(Stored data entries)
* * * * * * * * *

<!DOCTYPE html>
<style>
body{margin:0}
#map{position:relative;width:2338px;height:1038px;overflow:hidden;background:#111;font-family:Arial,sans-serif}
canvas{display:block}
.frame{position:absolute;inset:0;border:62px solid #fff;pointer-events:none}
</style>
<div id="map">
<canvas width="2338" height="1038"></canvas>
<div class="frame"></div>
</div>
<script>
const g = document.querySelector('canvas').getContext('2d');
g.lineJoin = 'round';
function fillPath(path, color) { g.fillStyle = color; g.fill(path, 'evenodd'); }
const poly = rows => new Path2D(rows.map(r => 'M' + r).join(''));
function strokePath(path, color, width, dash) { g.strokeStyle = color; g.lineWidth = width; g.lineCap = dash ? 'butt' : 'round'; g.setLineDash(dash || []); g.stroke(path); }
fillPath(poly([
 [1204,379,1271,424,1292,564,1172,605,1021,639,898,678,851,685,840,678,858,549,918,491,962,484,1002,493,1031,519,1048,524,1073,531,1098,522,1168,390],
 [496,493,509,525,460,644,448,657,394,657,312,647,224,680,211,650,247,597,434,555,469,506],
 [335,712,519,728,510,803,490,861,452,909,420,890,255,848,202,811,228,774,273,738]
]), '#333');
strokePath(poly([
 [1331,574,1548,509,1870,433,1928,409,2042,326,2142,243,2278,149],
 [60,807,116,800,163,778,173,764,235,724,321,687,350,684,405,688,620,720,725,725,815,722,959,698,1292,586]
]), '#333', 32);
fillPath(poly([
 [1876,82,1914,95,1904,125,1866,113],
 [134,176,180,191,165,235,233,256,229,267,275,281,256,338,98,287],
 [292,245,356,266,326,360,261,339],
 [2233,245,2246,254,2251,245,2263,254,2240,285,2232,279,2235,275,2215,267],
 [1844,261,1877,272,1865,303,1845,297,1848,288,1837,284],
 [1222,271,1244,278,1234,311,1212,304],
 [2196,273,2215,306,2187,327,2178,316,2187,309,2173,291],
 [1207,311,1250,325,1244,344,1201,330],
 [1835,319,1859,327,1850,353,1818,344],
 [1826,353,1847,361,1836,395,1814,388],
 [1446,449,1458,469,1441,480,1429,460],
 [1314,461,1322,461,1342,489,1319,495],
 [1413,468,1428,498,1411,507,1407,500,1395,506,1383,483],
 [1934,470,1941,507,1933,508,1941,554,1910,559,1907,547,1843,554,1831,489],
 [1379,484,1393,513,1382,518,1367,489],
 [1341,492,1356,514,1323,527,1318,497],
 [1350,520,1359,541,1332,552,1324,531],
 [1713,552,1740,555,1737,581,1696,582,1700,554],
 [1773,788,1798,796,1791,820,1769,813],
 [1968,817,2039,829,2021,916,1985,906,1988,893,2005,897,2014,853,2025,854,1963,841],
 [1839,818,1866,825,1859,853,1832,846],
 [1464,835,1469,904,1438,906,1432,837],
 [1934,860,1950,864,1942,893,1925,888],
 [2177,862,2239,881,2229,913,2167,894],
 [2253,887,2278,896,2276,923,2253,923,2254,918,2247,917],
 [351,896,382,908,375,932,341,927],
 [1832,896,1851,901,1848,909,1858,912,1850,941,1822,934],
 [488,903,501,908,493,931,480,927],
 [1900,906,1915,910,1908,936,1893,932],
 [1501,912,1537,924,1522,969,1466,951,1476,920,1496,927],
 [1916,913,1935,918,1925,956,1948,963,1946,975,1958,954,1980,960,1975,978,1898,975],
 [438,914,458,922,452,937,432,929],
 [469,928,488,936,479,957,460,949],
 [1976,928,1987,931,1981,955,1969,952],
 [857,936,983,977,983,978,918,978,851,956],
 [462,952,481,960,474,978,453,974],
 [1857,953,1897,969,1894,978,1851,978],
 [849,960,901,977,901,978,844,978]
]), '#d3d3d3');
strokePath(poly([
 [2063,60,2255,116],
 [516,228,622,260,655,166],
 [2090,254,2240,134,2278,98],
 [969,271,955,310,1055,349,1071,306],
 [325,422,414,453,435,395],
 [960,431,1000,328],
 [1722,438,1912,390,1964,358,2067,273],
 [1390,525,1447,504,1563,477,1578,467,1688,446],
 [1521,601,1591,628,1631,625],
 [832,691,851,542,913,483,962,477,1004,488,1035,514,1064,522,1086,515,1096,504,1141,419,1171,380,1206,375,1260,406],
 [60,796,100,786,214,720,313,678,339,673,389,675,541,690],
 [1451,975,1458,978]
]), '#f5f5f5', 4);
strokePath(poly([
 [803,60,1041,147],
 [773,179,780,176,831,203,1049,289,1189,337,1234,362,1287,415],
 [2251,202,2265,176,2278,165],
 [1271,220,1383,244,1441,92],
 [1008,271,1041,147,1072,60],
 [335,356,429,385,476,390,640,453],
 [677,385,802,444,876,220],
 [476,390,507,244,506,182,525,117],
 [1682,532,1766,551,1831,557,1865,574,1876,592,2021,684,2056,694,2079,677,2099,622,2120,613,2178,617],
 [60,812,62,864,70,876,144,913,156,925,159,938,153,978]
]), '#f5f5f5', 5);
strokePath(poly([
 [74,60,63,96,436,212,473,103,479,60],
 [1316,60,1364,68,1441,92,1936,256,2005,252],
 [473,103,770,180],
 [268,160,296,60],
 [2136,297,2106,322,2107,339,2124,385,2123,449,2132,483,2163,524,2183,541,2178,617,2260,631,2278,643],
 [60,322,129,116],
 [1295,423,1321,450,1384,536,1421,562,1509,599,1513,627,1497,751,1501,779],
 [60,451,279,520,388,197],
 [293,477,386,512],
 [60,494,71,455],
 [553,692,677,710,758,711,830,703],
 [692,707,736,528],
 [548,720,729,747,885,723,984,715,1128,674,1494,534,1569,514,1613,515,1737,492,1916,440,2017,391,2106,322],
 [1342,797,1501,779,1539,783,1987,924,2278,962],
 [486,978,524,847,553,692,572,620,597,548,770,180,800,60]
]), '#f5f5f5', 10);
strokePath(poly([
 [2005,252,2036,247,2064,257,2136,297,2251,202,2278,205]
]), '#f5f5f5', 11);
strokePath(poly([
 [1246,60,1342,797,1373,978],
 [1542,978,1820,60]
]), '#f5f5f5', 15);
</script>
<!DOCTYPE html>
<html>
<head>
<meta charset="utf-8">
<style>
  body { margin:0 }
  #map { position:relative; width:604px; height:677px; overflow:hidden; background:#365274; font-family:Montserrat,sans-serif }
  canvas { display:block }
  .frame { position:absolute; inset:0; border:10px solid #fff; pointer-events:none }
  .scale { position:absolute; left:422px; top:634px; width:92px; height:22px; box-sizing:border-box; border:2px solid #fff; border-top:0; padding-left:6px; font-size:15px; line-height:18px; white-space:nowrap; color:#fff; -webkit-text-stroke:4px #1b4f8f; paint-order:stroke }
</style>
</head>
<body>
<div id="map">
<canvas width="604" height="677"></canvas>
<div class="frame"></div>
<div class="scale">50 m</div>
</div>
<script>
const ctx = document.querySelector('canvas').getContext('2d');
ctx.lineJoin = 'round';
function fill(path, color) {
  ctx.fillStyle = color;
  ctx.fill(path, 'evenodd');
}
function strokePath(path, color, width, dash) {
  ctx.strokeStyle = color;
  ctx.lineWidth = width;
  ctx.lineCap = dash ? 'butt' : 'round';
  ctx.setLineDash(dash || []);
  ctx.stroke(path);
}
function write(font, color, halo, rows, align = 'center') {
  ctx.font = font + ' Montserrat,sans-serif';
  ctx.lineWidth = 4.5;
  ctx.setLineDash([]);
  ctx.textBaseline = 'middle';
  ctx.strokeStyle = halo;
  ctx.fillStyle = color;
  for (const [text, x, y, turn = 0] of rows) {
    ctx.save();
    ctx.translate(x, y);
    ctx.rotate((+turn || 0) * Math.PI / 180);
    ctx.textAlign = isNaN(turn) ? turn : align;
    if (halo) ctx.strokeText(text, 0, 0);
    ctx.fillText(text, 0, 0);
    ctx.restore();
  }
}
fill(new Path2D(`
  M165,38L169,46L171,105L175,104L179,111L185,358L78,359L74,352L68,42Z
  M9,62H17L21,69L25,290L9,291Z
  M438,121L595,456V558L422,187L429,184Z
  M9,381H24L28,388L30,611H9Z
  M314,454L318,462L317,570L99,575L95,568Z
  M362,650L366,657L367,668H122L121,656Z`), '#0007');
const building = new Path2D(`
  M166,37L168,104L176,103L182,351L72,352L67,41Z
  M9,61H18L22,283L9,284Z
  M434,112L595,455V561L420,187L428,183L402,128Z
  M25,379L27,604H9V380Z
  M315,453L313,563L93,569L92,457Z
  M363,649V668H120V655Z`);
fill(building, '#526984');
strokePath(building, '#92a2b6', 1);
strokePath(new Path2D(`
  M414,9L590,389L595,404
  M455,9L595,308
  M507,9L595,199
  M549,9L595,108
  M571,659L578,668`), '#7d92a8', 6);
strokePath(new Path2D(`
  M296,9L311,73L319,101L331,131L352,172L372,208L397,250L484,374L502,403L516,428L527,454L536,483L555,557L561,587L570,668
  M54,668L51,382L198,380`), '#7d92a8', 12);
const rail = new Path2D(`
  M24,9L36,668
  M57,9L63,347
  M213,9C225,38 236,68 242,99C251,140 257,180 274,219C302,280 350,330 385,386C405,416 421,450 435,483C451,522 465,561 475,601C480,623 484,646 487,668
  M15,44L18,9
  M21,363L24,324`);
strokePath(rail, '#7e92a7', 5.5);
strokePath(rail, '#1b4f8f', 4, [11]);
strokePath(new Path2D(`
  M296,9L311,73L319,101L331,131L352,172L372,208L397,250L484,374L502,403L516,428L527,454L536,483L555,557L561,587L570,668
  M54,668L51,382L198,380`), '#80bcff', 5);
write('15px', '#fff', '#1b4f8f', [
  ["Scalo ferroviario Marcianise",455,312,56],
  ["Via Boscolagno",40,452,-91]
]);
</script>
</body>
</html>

* * * * * * * * *

Only lines holding the word "align" belong in the answer; copy all of them from the records.

Reply:
function write(font, color, halo, rows, align = 'center') {
    ctx.textAlign = isNaN(turn) ? turn : align;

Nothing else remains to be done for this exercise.